**Source data:**
╔══
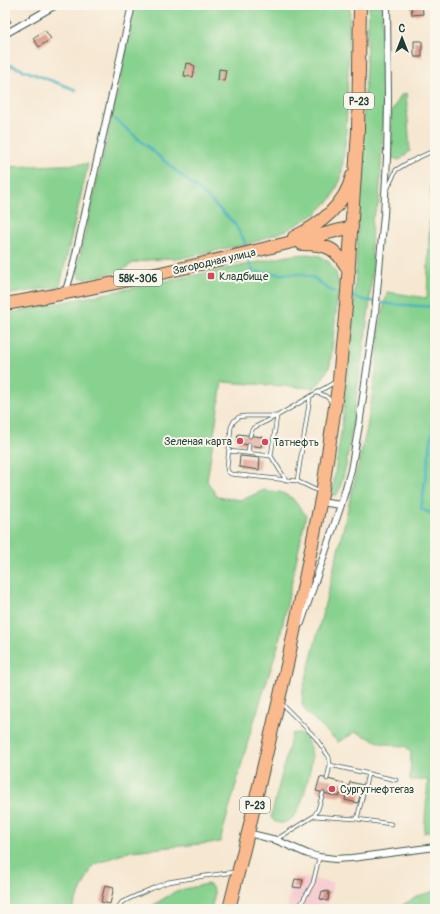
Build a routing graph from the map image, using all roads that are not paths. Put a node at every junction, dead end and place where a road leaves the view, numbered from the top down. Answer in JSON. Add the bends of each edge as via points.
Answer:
{"nodes":[{"id":1,"x":56,"y":5,"type":"edge"},
{"id":2,"x":132,"y":5,"type":"edge"},
{"id":3,"x":360,"y":5,"type":"edge"},
{"id":4,"x":387,"y":5,"type":"edge"},
{"id":5,"x":7,"y":33,"type":"dead end"},
{"id":6,"x":435,"y":150,"type":"edge"},
{"id":7,"x":356,"y":157,"type":"junction"},
{"id":8,"x":385,"y":193,"type":"junction"},
{"id":9,"x":352,"y":227,"type":"junction"},
{"id":10,"x":271,"y":247,"type":"junction"},
{"id":11,"x":349,"y":271,"type":"junction"},
{"id":12,"x":65,"y":294,"type":"junction"},
{"id":13,"x":5,"y":304,"type":"edge"},
{"id":14,"x":339,"y":380,"type":"junction"},
{"id":15,"x":316,"y":393,"type":"junction"},
{"id":16,"x":310,"y":397,"type":"junction"},
{"id":17,"x":334,"y":410,"type":"junction"},
{"id":18,"x":277,"y":416,"type":"junction"},
{"id":19,"x":250,"y":436,"type":"dead end"},
{"id":20,"x":249,"y":445,"type":"dead end"},
{"id":21,"x":229,"y":451,"type":"junction"},
{"id":22,"x":248,"y":453,"type":"junction"},
{"id":23,"x":271,"y":456,"type":"junction"},
{"id":24,"x":286,"y":480,"type":"junction"},
{"id":25,"x":297,"y":481,"type":"junction"},
{"id":26,"x":321,"y":498,"type":"junction"},
{"id":27,"x":341,"y":505,"type":"junction"},
{"id":28,"x":287,"y":665,"type":"junction"},
{"id":29,"x":279,"y":701,"type":"junction"},
{"id":30,"x":330,"y":765,"type":"junction"},
{"id":31,"x":368,"y":774,"type":"junction"},
{"id":32,"x":327,"y":778,"type":"dead end"},
{"id":33,"x":396,"y":780,"type":"dead end"},
{"id":34,"x":323,"y":793,"type":"dead end"},
{"id":35,"x":314,"y":816,"type":"junction"},
{"id":36,"x":358,"y":819,"type":"junction"},
{"id":37,"x":391,"y":824,"type":"dead end"},
{"id":38,"x":248,"y":833,"type":"junction"},
{"id":39,"x":276,"y":840,"type":"junction"},
{"id":40,"x":435,"y":847,"type":"edge"},
{"id":41,"x":319,"y":857,"type":"junction"},
{"id":42,"x":238,"y":872,"type":"junction"},
{"id":43,"x":117,"y":909,"type":"edge"},
{"id":44,"x":229,"y":909,"type":"edge"},
{"id":45,"x":298,"y":909,"type":"edge"}],
"edges":[{"from":1,"to":5,"type":"street"},
{"from":2,"to":12,"type":"street"},
{"from":3,"to":7,"type":"highway","number":"Р-23"},
{"from":4,"to":8,"type":"street","via":[[388,101]]},
{"from":6,"to":8,"type":"lane","via":[[396,170]]},
{"from":7,"to":9,"type":"highway","number":"Р-23"},
{"from":7,"to":10,"type":"highway","via":[[345,193],[330,213],[303,233]]},
{"from":8,"to":27,"type":"street","via":[[375,313],[360,418]]},
{"from":9,"to":10,"type":"highway","name":"Загородная улица","number":"58К-306"},
{"from":9,"to":11,"type":"highway","number":"Р-23"},
{"from":10,"to":11,"type":"highway","via":[[298,244],[326,246],[342,259]]},
{"from":10,"to":12,"type":"highway","name":"Загородная улица","number":"58К-306"},
{"from":11,"to":14,"type":"highway","number":"Р-23"},
{"from":12,"to":13,"type":"highway","name":"Загородная улица","number":"58К-306"},
{"from":14,"to":15,"type":"lane"},
{"from":14,"to":17,"type":"highway","number":"Р-23"},
{"from":15,"to":16,"type":"lane"},
{"from":15,"to":17,"type":"lane","via":[[329,398]]},
{"from":16,"to":18,"type":"lane"},
{"from":16,"to":25,"type":"lane"},
{"from":17,"to":26,"type":"highway","number":"Р-23"},
{"from":18,"to":19,"type":"lane","via":[[253,428]]},
{"from":18,"to":21,"type":"lane","via":[[239,417],[231,427]]},
{"from":18,"to":23,"type":"lane"},
{"from":20,"to":22,"type":"lane"},
{"from":21,"to":22,"type":"lane"},
{"from":21,"to":24,"type":"lane","via":[[228,472]]},
{"from":22,"to":23,"type":"lane"},
{"from":23,"to":24,"type":"lane"},
{"from":24,"to":25,"type":"lane"},
{"from":25,"to":26,"type":"lane"},
{"from":26,"to":27,"type":"street"},
{"from":26,"to":28,"type":"highway","number":"Р-23"},
{"from":27,"to":28,"type":"street"},
{"from":28,"to":29,"type":"highway","number":"Р-23"},
{"from":29,"to":30,"type":"lane","via":[[315,738],[329,757]]},
{"from":29,"to":38,"type":"highway","number":"Р-23"},
{"from":30,"to":31,"type":"lane"},
{"from":30,"to":32,"type":"lane"},
{"from":31,"to":33,"type":"lane"},
{"from":31,"to":36,"type":"lane"},
{"from":34,"to":35,"type":"lane"},
{"from":35,"to":36,"type":"lane"},
{"from":35,"to":39,"type":"lane"},
{"from":36,"to":37,"type":"lane"},
{"from":38,"to":39,"type":"street"},
{"from":38,"to":42,"type":"highway","number":"Р-23"},
{"from":39,"to":41,"type":"street"},
{"from":40,"to":41,"type":"street","via":[[352,858]]},
{"from":41,"to":45,"type":"lane","via":[[313,883]]},
{"from":42,"to":43,"type":"lane","via":[[168,882],[122,902]]},
{"from":42,"to":44,"type":"highway","number":"Р-23"}]}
╚══
**Exercise:** Check every line above for the string "name" and state how many have it, with no other words.

**Solution to this problem:** 3